--- MATERIAL PROVIDED ---

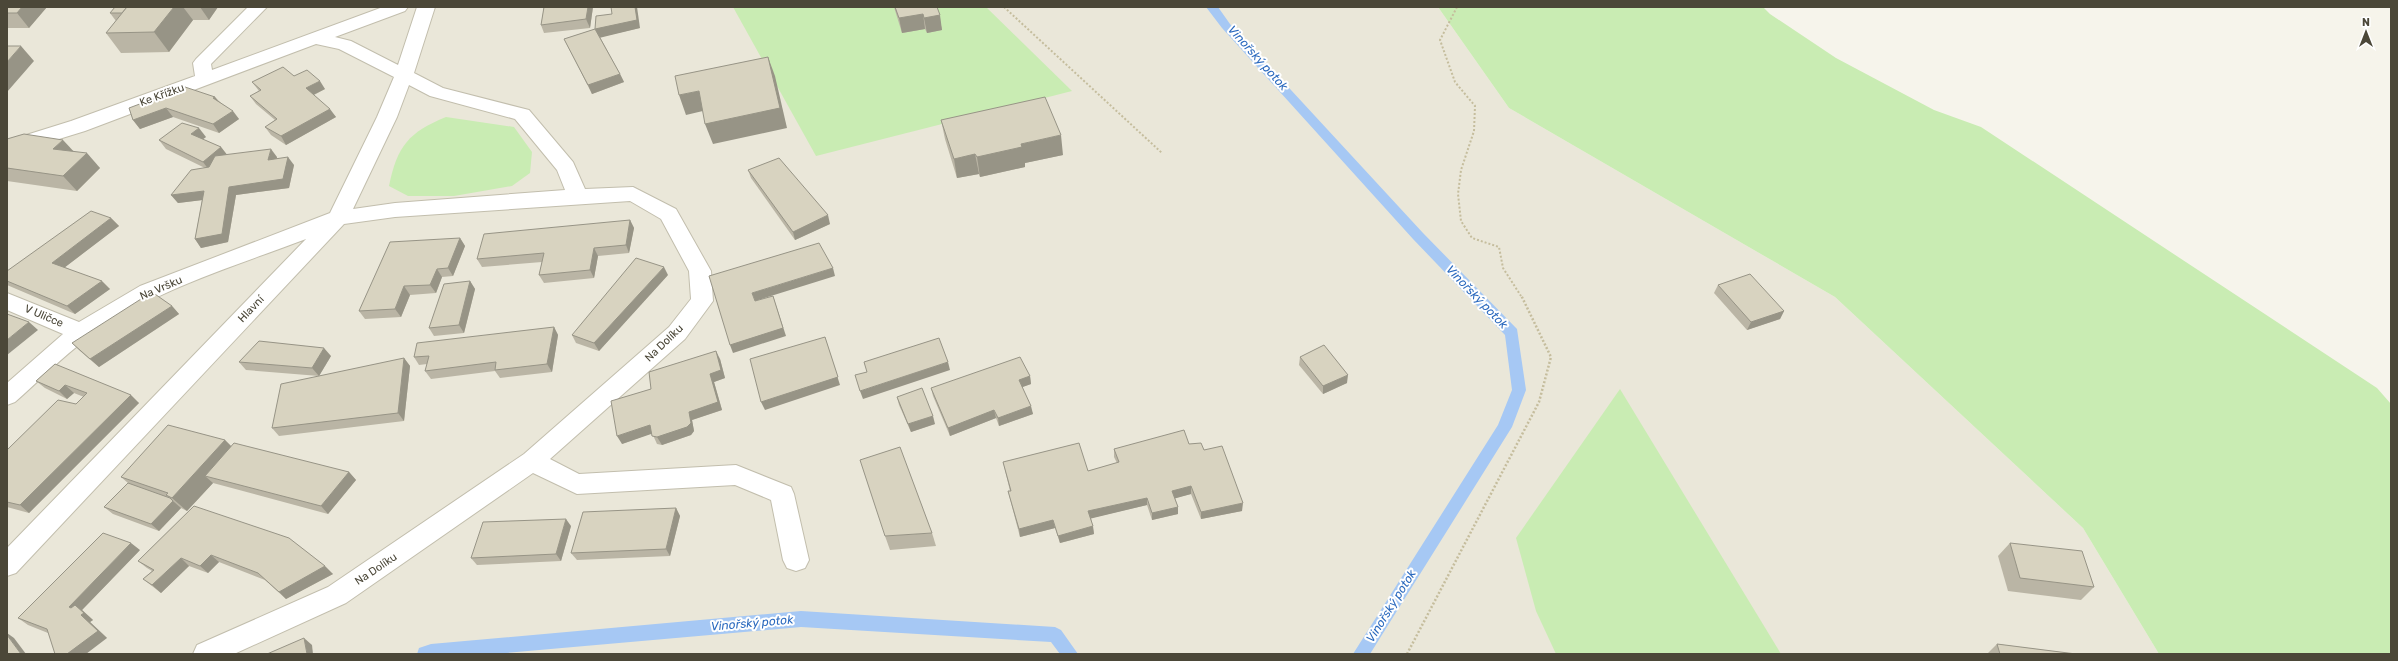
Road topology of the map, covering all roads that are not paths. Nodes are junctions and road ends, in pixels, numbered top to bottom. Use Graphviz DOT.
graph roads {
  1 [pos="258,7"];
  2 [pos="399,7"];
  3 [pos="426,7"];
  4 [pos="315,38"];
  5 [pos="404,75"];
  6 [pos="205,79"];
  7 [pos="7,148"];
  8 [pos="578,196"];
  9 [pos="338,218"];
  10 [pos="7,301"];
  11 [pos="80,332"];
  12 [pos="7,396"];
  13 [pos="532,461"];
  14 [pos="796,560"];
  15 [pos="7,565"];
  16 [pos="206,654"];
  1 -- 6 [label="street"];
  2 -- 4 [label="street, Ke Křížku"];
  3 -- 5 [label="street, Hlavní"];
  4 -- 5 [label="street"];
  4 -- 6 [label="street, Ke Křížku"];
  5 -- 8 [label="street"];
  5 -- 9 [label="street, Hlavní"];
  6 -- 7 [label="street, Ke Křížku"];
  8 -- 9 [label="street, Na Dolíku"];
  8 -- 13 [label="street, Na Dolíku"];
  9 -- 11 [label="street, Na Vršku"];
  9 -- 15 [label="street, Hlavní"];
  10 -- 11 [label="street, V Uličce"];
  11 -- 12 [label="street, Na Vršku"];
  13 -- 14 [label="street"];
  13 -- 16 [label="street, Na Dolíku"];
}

---

Omit the pictures and write out the remaining data exactly.

Road topology of the map, covering all roads that are not paths. Nodes are junctions and road ends, in pixels, numbered top to bottom. Use Graphviz DOT.
graph roads {
  1 [pos="258,7"];
  2 [pos="399,7"];
  3 [pos="426,7"];
  4 [pos="315,38"];
  5 [pos="404,75"];
  6 [pos="205,79"];
  7 [pos="7,148"];
  8 [pos="578,196"];
  9 [pos="338,218"];
  10 [pos="7,301"];
  11 [pos="80,332"];
  12 [pos="7,396"];
  13 [pos="532,461"];
  14 [pos="796,560"];
  15 [pos="7,565"];
  16 [pos="206,654"];
  1 -- 6 [label="street"];
  2 -- 4 [label="street, Ke Křížku"];
  3 -- 5 [label="street, Hlavní"];
  4 -- 5 [label="street"];
  4 -- 6 [label="street, Ke Křížku"];
  5 -- 8 [label="street"];
  5 -- 9 [label="street, Hlavní"];
  6 -- 7 [label="street, Ke Křížku"];
  8 -- 9 [label="street, Na Dolíku"];
  8 -- 13 [label="street, Na Dolíku"];
  9 -- 11 [label="street, Na Vršku"];
  9 -- 15 [label="street, Hlavní"];
  10 -- 11 [label="street, V Uličce"];
  11 -- 12 [label="street, Na Vršku"];
  13 -- 14 [label="street"];
  13 -- 16 [label="street, Na Dolíku"];
}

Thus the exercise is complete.